» TASK REQUIREMENTS:
Look through the records, and wherever the string "street" turns up, copy out that line.

» RECORDS PROVIDED:
######
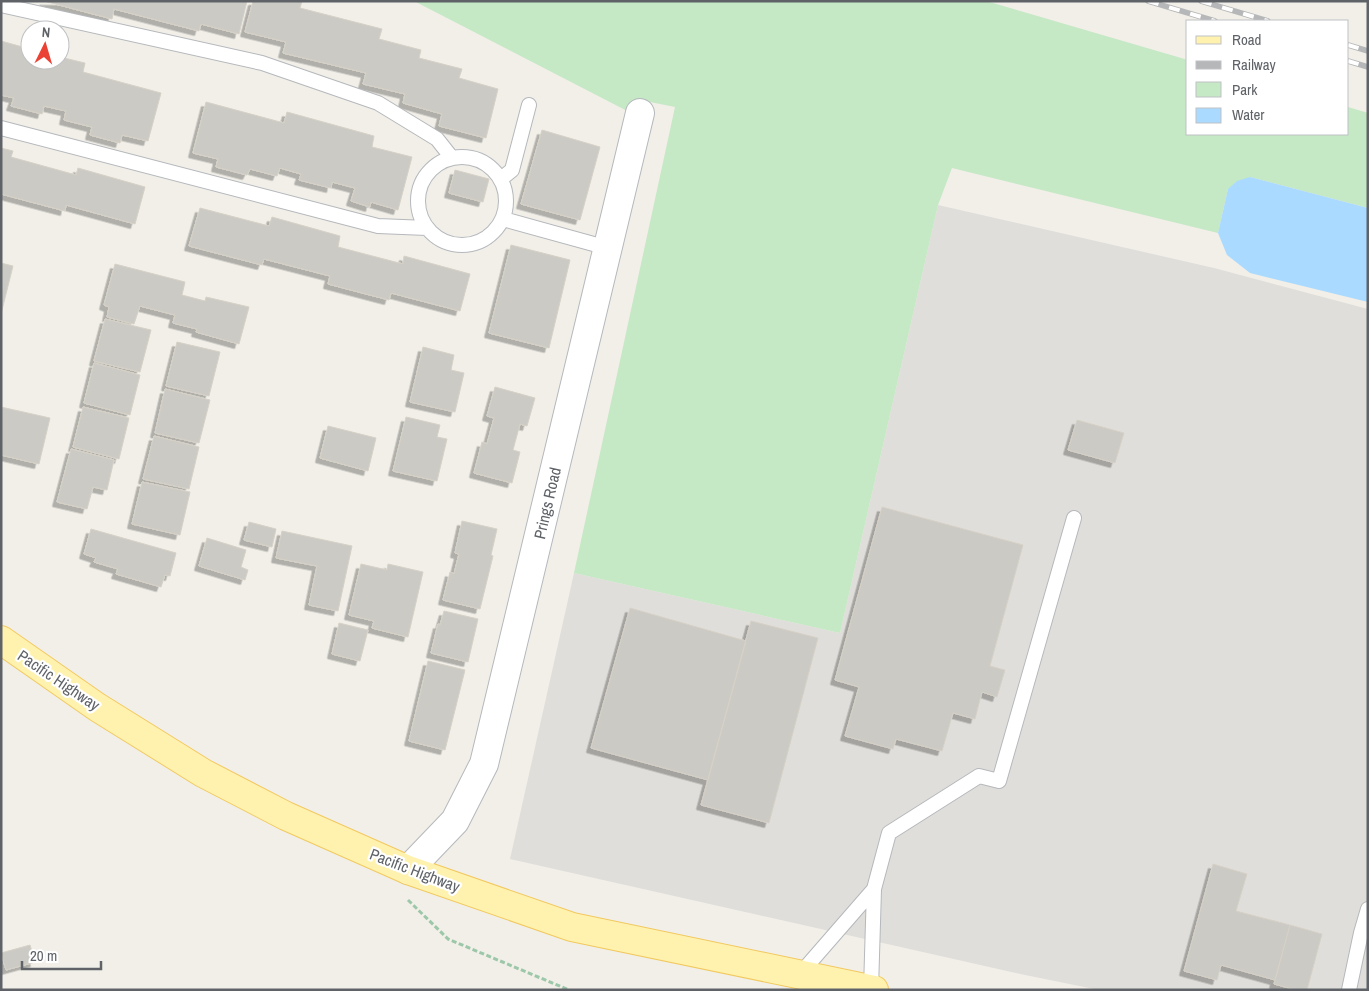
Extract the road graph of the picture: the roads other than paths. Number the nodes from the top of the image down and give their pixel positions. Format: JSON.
{"nodes":[{"id":1,"x":1,"y":5,"type":"edge"},
{"id":2,"x":529,"y":105,"type":"dead end"},
{"id":3,"x":640,"y":113,"type":"dead end"},
{"id":4,"x":1,"y":128,"type":"edge"},
{"id":5,"x":452,"y":158,"type":"junction"},
{"id":6,"x":500,"y":179,"type":"junction"},
{"id":7,"x":503,"y":219,"type":"junction"},
{"id":8,"x":427,"y":228,"type":"junction"},
{"id":9,"x":608,"y":248,"type":"junction"},
{"id":10,"x":1074,"y":518,"type":"dead end"},
{"id":11,"x":1,"y":640,"type":"edge"},
{"id":12,"x":405,"y":881,"type":"junction"},
{"id":13,"x":874,"y":888,"type":"junction"},
{"id":14,"x":1368,"y":909,"type":"edge"},
{"id":15,"x":800,"y":974,"type":"junction"},
{"id":16,"x":873,"y":989,"type":"edge"},
{"id":17,"x":1349,"y":990,"type":"edge"}],
"edges":[{"from":1,"to":5,"type":"lane"},
{"from":2,"to":6,"type":"lane"},
{"from":3,"to":9,"type":"street","name":"Prings Road"},
{"from":4,"to":8,"type":"lane"},
{"from":5,"to":6,"type":"lane"},
{"from":5,"to":8,"type":"lane"},
{"from":6,"to":7,"type":"lane"},
{"from":7,"to":8,"type":"lane"},
{"from":7,"to":9,"type":"lane"},
{"from":9,"to":12,"type":"street","name":"Prings Road"},
{"from":10,"to":13,"type":"lane"},
{"from":11,"to":12,"type":"main road","name":"Pacific Highway"},
{"from":12,"to":15,"type":"main road","name":"Pacific Highway"},
{"from":13,"to":15,"type":"lane"},
{"from":13,"to":16,"type":"lane"},
{"from":14,"to":17,"type":"lane"},
{"from":15,"to":16,"type":"main road","name":"Pacific Highway"}]}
######
» RESPONSE:
{"from":3,"to":9,"type":"street","name":"Prings Road"},
{"from":9,"to":12,"type":"street","name":"Prings Road"},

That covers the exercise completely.